The most important issue in the 1968 election was the highly unpopular Vietnam War, which coincided with a period of immense civil unrest following the assassinations of Martin Luther King Jr. and presidential candidate Robert F. Kennedy. As a result, President Lyndon B. Johnson, suspecting a voter backlash, became the first president not to seek reelection since 1928. Instead, his Vice President Hubert Humphrey was chosen as the Democrat nominee. But he could not overcome the public’s dissatisfaction and was defeated largely due to Johnson’s handling of those issues.
Richard Nixon was the beneficiary of the Johnson referendum. But just a few years later, it was he who prompted another. Despite the country voting in a landslide for him in 1972, Nixon resigned following the Watergate scandal only two years later. Voters expressed their disgust by voting out Nixon’s VP and Republican nominee Gerald Ford in the 1976 election, with historians citing Ford’s pardon of Nixon as a key reason for his election loss.
President Carter kept with recent tradition by allowing crises to determine his electoral fate. Carter’s presidency was marred by two historically awful issues: Inflation and the Iranian hostage crisis that began exactly one year before the election.

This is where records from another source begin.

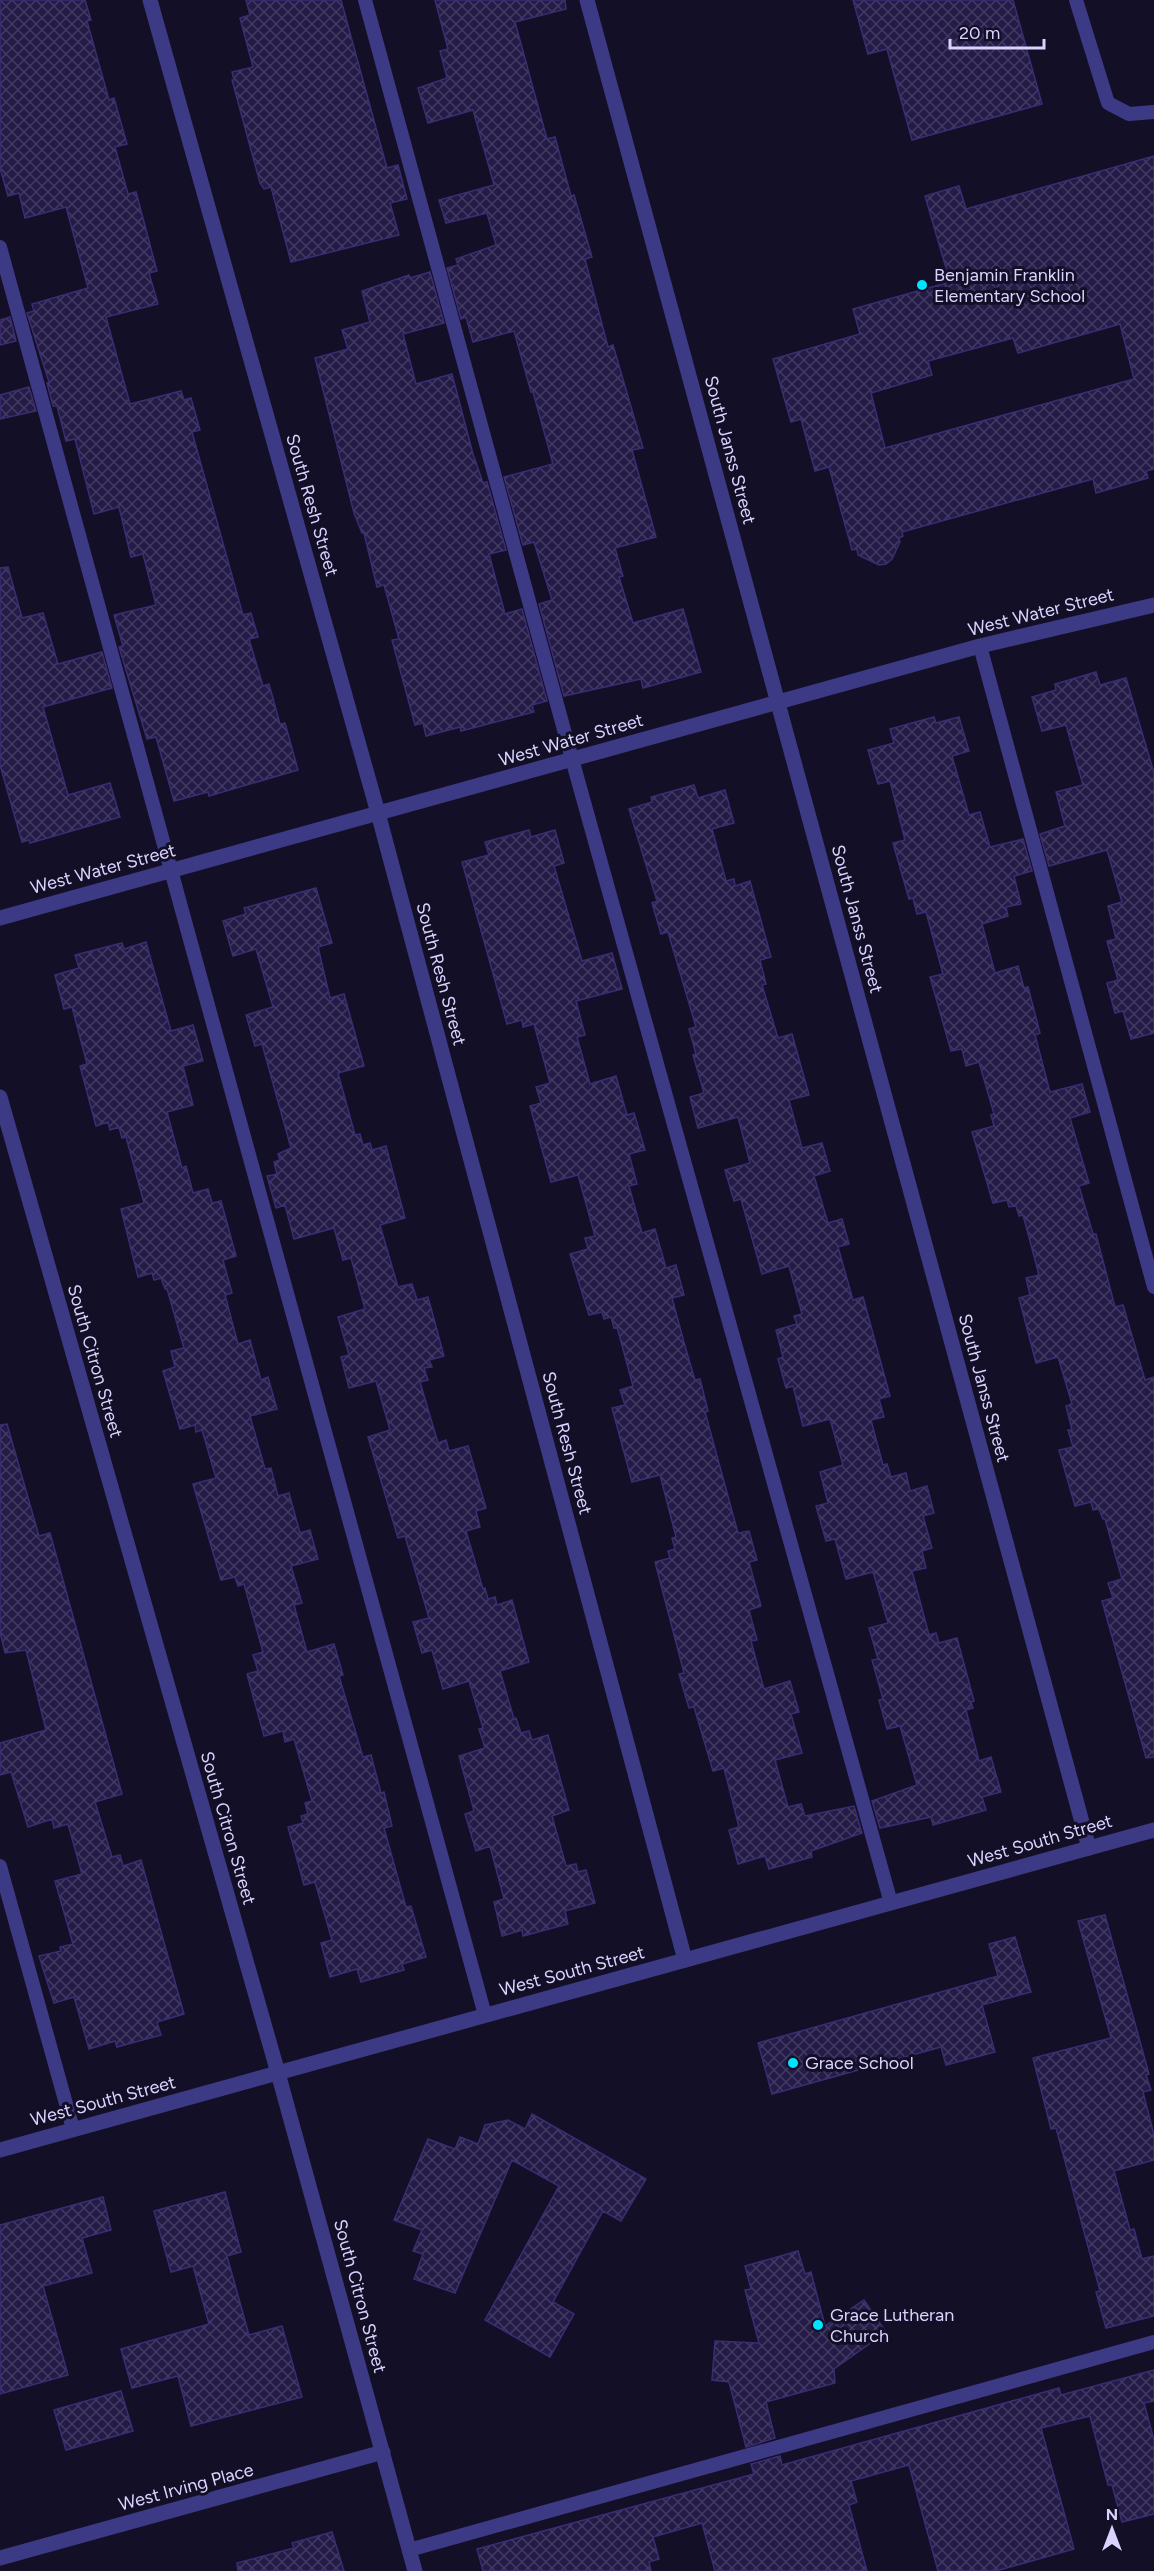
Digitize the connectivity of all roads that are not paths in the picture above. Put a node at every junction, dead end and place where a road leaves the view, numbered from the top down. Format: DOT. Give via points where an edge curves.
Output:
graph roads {
  1 [pos="150,0"];
  2 [pos="365,0"];
  3 [pos="587,0"];
  4 [pos="1076,0"];
  5 [pos="1154,112"];
  6 [pos="0,247"];
  7 [pos="1154,604"];
  8 [pos="980,646"];
  9 [pos="778,702"];
  10 [pos="572,759"];
  11 [pos="378,813"];
  12 [pos="169,871"];
  13 [pos="0,918"];
  14 [pos="0,1097"];
  15 [pos="1154,1287"];
  16 [pos="1154,1830"];
  17 [pos="1089,1848"];
  18 [pos="0,1866"];
  19 [pos="891,1903"];
  20 [pos="686,1960"];
  21 [pos="485,2015"];
  22 [pos="278,2073"];
  23 [pos="73,2129"];
  24 [pos="0,2150"];
  25 [pos="1154,2342"];
  26 [pos="383,2452"];
  27 [pos="409,2550"];
  28 [pos="0,2558"];
  29 [pos="415,2571"];
  1 -- 11 [label="street, South Resh Street"];
  2 -- 10 [label="lane"];
  3 -- 9 [label="street, South Janss Street"];
  4 -- 5 [label="lane" via="1108,103 1129,114"];
  6 -- 12 [label="lane"];
  7 -- 8 [label="street, West Water Street"];
  8 -- 9 [label="street, West Water Street"];
  8 -- 15 [label="lane"];
  9 -- 10 [label="street, West Water Street"];
  9 -- 17 [label="street, South Janss Street"];
  10 -- 11 [label="street, West Water Street"];
  10 -- 19 [label="lane"];
  11 -- 12 [label="street, West Water Street"];
  11 -- 20 [label="street, South Resh Street"];
  12 -- 13 [label="street, West Water Street"];
  12 -- 21 [label="lane"];
  14 -- 22 [label="street, South Citron Street"];
  16 -- 17 [label="street, West South Street"];
  17 -- 19 [label="street, West South Street"];
  18 -- 23 [label="lane"];
  19 -- 20 [label="street, West South Street"];
  20 -- 21 [label="street, West South Street"];
  21 -- 22 [label="street, West South Street"];
  22 -- 23 [label="street, West South Street"];
  22 -- 26 [label="street, South Citron Street"];
  23 -- 24 [label="street, West South Street"];
  25 -- 27 [label="lane"];
  26 -- 27 [label="street, South Citron Street"];
  26 -- 28 [label="street, West Irving Place"];
  27 -- 29 [label="street, South Citron Street"];
}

As a result, voters arrived at the ballot box with empty wallets and immense anger over Americans being trapped abroad, so the electoral map reverted almost identically to Nixon’s 1972 landslide by 1980.

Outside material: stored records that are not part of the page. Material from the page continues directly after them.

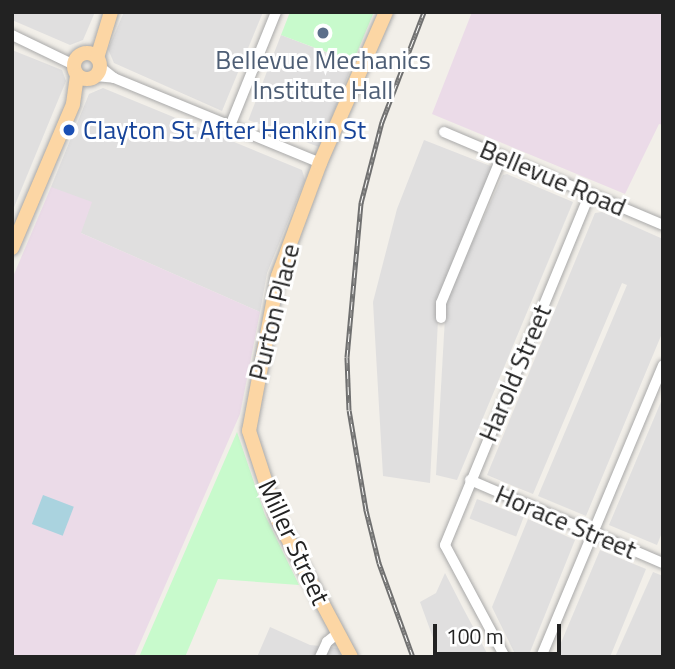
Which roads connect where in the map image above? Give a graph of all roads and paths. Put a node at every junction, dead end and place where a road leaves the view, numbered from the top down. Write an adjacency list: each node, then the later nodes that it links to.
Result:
1 (111, 12): 5 (main road)
2 (276, 12): 6 (street)
3 (386, 12): 9 (main road, Purton Place)
4 (12, 35): 5 (street)
5 (87, 66): 6 (street); 12 (main road)
6 (230, 126): 9 (street)
7 (444, 132): 8 (street, Bellevue Road)
8 (502, 156): 10 (street, Bellevue Road); 13 (street)
9 (320, 163): 15 (main road, Purton Place)
10 (590, 194): 11 (street, Bellevue Road); 16 (street, Harold Street)
11 (663, 225)
12 (12, 248)
13 (441, 318)
14 (663, 366): 17 (street)
15 (250, 423): 19 (main road, Miller Street)
16 (470, 481): 17 (street, Horace Street); 22 (street, Harold Street)
17 (594, 534): 18 (street, Horace Street); 23 (street)
18 (663, 563)
19 (338, 634): 20 (street); 21 (main road, Miller Street)
20 (320, 657)
21 (351, 657)
22 (505, 657)
23 (541, 657)

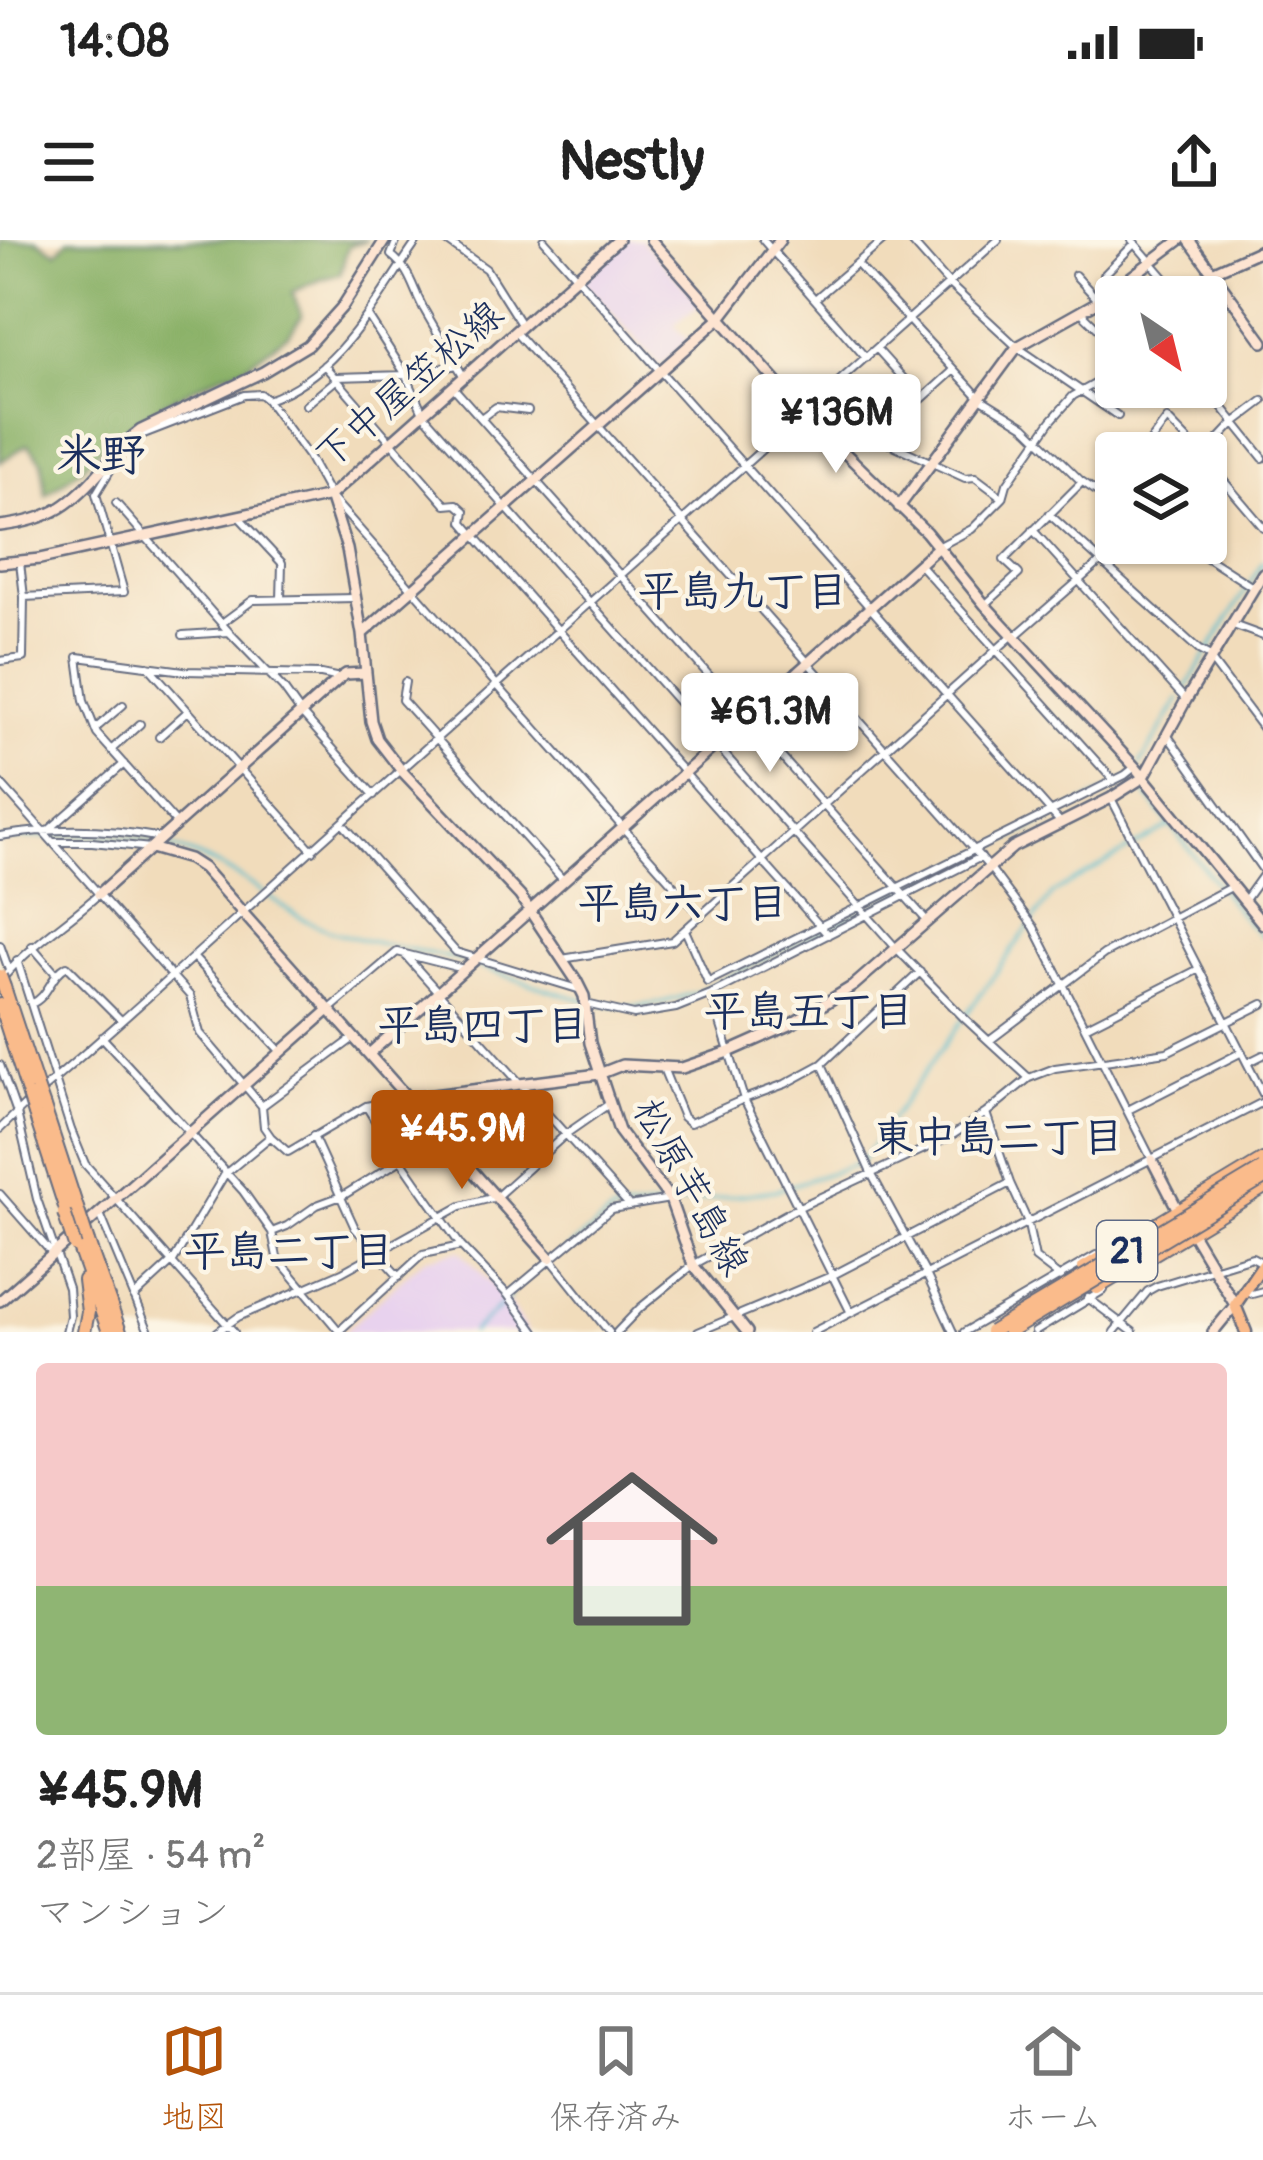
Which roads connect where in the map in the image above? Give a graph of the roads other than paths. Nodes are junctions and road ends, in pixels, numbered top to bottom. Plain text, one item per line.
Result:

President George H.W. Bush was able to ride the coattails of the popular Reagan years to a comfortable Electoral College victory in 1988. But he would go on to preside over a recession and a major unemployment problem. These issues even prompted the emergence of third-party candidate businessman named Ross Perot to run for the presidency, which undoubtedly aided in Bush’s defeat, in addition to the already dissatisfied sentiment regarding the economy amongst voters.
By 2008, it was another Bush whose reign led to a blowout election. George W. Bush’s high approval following the September 11th attacks had vanished by 2008, as he, like his father, presided over a recession. This culminated in a stock market crash on September 29th, 2008, just weeks before the election. His decision-making regarding the Middle East had also grown increasingly unpopular. Unsurprisingly, his party’s nominee, John McCain, was defeated in an Electoral College landslide.